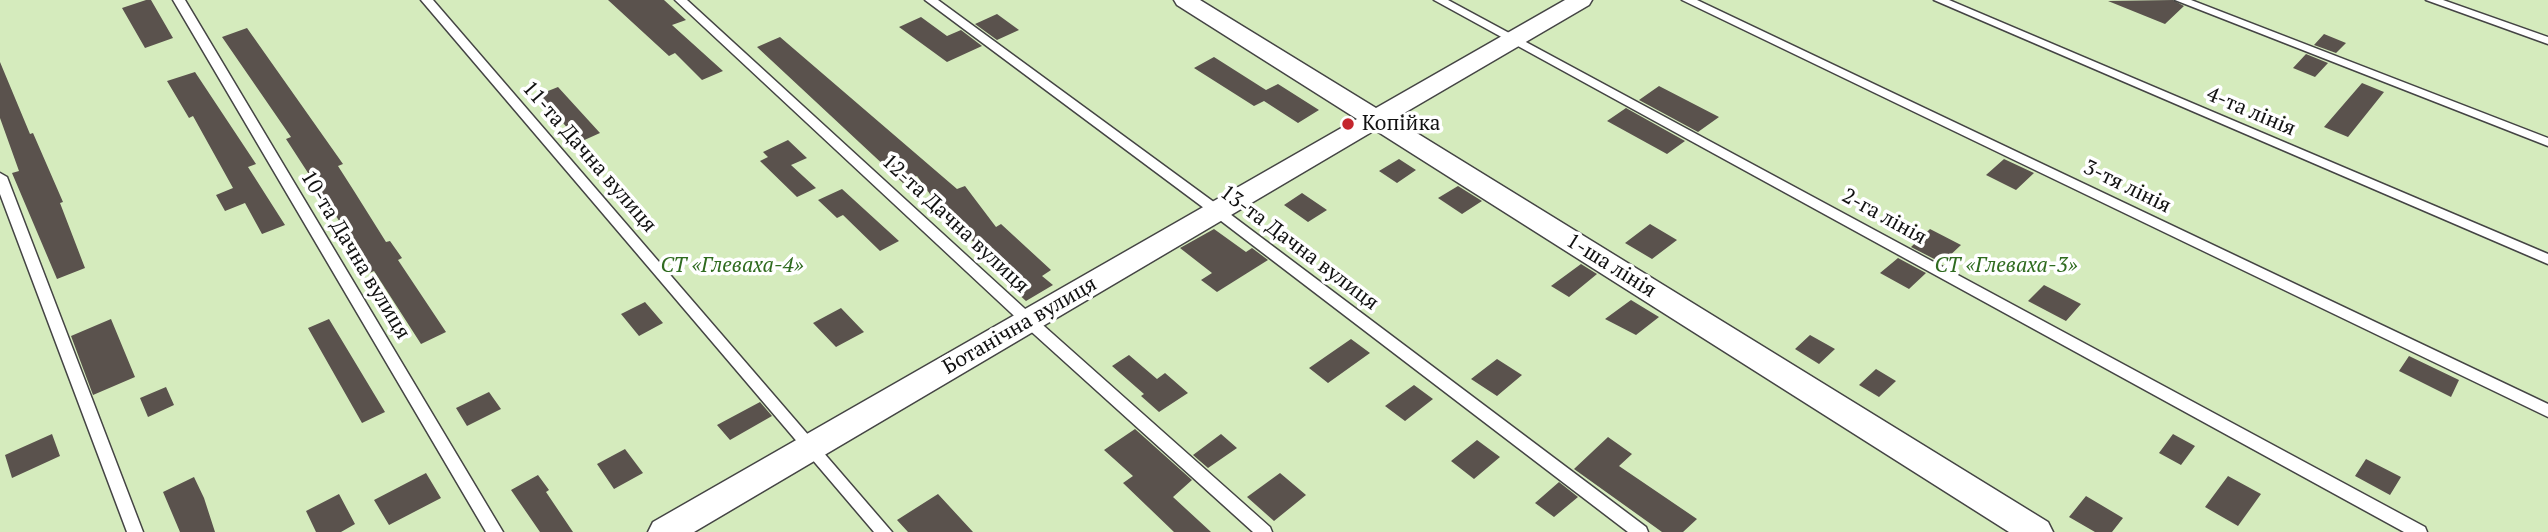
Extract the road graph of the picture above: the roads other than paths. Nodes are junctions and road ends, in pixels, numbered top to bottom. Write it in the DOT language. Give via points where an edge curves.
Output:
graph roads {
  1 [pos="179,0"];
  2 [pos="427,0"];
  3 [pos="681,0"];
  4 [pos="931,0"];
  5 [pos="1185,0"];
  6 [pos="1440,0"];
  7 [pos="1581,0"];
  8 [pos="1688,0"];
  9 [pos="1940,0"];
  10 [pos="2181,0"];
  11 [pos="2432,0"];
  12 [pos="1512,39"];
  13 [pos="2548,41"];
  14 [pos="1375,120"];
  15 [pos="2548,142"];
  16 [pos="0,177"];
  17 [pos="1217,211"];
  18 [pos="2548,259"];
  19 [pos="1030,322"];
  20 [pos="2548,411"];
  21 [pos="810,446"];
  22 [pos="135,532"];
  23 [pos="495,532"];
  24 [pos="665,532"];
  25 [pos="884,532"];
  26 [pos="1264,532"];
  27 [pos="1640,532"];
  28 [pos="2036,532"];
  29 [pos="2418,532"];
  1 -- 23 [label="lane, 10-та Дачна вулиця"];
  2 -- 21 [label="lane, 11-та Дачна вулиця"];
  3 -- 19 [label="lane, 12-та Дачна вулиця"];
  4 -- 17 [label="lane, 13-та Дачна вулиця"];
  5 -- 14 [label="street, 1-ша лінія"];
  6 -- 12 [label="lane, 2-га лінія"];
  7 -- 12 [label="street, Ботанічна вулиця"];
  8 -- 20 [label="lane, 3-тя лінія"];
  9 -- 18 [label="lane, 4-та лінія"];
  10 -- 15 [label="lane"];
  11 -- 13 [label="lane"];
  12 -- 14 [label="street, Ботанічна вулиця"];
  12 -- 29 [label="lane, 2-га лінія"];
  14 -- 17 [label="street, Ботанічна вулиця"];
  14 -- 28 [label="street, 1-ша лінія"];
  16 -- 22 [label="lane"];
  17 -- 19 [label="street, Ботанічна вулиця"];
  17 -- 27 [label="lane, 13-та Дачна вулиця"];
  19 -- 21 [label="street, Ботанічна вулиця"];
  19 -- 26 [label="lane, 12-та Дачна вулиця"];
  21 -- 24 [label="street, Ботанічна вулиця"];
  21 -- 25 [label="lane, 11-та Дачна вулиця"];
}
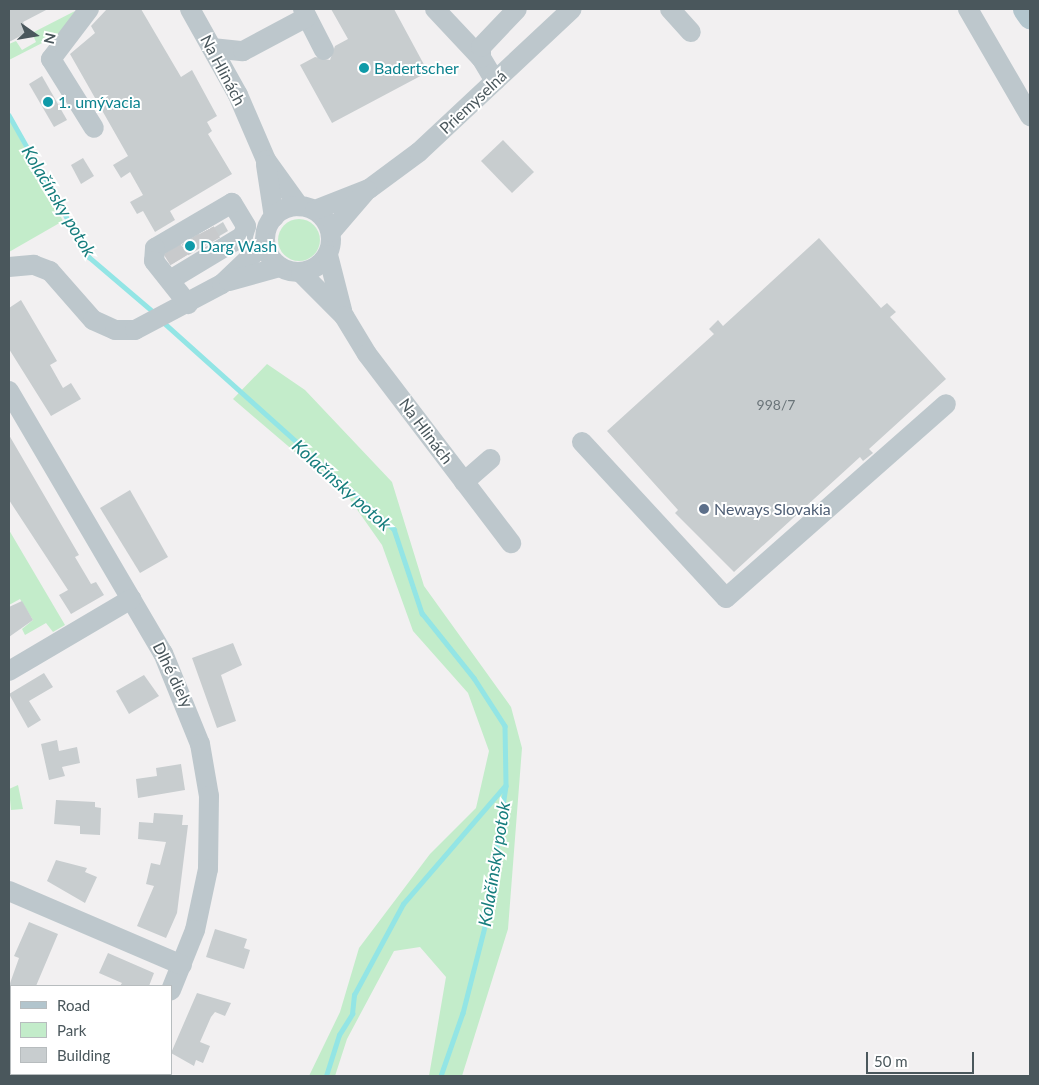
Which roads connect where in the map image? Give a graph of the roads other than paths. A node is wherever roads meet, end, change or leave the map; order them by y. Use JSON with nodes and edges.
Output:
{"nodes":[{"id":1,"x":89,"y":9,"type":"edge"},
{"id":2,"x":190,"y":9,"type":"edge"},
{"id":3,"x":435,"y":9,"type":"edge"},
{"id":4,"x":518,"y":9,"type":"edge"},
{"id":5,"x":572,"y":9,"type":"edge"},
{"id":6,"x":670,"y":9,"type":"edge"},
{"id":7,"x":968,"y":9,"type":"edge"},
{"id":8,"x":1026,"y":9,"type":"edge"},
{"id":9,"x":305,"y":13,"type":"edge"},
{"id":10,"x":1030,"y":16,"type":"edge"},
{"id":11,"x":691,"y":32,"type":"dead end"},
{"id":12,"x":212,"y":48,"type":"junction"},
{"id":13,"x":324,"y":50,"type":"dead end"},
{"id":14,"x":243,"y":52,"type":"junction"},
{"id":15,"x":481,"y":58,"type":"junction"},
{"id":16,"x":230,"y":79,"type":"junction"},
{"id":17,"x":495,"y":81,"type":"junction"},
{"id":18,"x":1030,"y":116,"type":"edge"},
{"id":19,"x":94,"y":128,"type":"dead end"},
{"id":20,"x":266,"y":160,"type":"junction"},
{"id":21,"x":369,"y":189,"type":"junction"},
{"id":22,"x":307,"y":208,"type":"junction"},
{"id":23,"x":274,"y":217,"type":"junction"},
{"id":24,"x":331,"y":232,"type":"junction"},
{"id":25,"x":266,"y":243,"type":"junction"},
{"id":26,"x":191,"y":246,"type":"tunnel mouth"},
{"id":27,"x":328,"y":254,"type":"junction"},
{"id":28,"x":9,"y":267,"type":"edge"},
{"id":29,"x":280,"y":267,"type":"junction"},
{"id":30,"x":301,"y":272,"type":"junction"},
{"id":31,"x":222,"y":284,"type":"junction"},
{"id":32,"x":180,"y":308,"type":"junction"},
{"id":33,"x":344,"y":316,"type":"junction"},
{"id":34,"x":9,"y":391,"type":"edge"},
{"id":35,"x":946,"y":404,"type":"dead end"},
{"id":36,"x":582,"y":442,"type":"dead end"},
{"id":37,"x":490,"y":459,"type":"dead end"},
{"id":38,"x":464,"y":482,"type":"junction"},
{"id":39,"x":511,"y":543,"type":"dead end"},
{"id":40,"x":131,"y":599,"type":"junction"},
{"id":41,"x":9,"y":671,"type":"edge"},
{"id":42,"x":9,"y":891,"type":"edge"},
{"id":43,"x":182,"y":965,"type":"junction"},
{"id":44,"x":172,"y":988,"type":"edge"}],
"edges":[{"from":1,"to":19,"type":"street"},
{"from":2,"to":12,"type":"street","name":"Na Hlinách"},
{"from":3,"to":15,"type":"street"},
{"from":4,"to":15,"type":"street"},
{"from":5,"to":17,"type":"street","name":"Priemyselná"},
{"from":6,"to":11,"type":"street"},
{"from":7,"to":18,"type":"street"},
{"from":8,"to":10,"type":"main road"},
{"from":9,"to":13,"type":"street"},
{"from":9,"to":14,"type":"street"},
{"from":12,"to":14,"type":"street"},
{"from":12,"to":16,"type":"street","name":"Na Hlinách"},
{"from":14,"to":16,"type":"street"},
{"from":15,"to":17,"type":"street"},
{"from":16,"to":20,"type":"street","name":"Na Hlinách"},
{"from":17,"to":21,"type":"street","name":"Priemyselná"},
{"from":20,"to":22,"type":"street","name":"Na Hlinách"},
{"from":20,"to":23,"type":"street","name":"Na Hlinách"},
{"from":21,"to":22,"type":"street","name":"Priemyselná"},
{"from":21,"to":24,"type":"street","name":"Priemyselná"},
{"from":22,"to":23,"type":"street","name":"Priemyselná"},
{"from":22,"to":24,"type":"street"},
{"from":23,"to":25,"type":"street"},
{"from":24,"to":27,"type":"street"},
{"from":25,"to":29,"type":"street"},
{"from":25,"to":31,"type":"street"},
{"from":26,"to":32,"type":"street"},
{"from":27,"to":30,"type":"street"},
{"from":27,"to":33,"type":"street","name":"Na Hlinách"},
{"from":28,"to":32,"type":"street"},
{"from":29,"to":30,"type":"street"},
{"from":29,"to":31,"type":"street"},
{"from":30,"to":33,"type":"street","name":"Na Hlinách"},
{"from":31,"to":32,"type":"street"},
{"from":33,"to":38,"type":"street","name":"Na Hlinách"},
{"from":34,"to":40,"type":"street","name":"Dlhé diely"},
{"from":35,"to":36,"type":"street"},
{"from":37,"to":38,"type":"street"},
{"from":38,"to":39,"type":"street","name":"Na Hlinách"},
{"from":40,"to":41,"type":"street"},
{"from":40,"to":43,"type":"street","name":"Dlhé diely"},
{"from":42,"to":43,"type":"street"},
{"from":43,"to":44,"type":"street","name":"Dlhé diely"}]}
◆ ◆ ◆ ◆ ◆
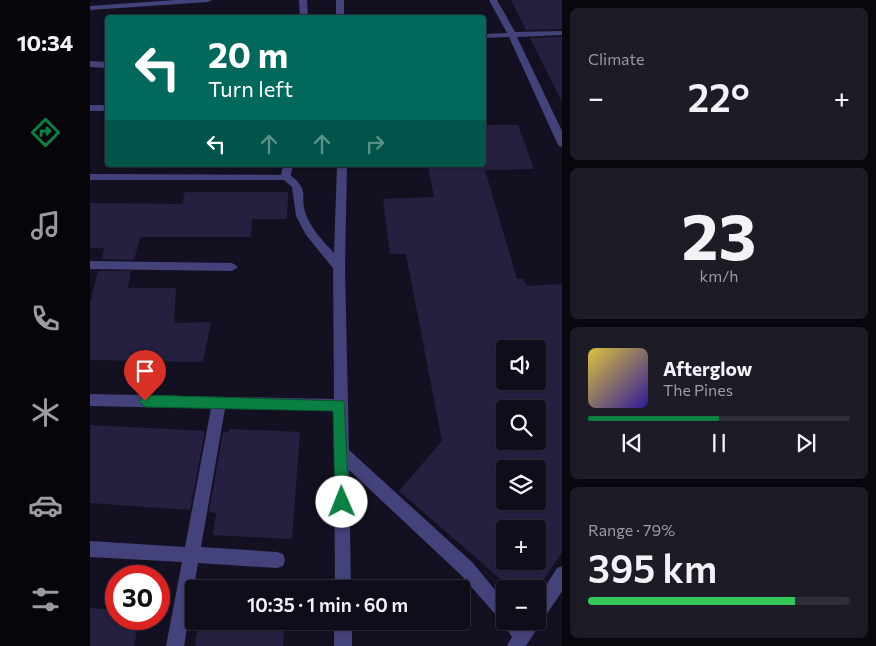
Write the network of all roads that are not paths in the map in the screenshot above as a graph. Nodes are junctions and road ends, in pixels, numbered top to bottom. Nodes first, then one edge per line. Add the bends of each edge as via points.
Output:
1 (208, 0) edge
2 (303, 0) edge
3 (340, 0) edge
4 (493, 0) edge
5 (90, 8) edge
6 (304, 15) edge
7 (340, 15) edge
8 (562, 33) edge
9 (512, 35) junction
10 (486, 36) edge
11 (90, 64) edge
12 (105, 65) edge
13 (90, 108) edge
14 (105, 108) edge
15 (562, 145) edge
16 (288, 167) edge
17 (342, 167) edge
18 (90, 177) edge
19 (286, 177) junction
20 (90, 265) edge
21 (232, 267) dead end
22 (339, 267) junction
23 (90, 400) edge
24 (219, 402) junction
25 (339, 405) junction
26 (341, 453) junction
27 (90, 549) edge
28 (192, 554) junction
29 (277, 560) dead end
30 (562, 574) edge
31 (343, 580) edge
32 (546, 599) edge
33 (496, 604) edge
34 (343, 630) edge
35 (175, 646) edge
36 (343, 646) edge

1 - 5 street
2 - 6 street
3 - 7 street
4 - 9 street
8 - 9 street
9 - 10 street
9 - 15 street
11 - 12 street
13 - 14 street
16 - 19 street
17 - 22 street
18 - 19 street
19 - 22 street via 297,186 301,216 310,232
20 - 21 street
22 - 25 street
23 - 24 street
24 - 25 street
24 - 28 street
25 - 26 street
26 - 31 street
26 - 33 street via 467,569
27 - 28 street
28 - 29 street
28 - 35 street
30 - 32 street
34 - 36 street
◆ ◆ ◆ ◆ ◆
→ Problem requirements
What lines in the entries above hold "numbered"? Copy every one.

→ Answer to this problem
Extract the road graph of the picture above: the roads other than paths. Nodes are junctions and road ends, in pixels, numbered top to bottom. Write it in the DOT language. Give via points where an edge curves.
Write the network of all roads that are not paths in the map in the screenshot above as a graph. Nodes are junctions and road ends, in pixels, numbered top to bottom. Nodes first, then one edge per line. Add the bends of each edge as via points.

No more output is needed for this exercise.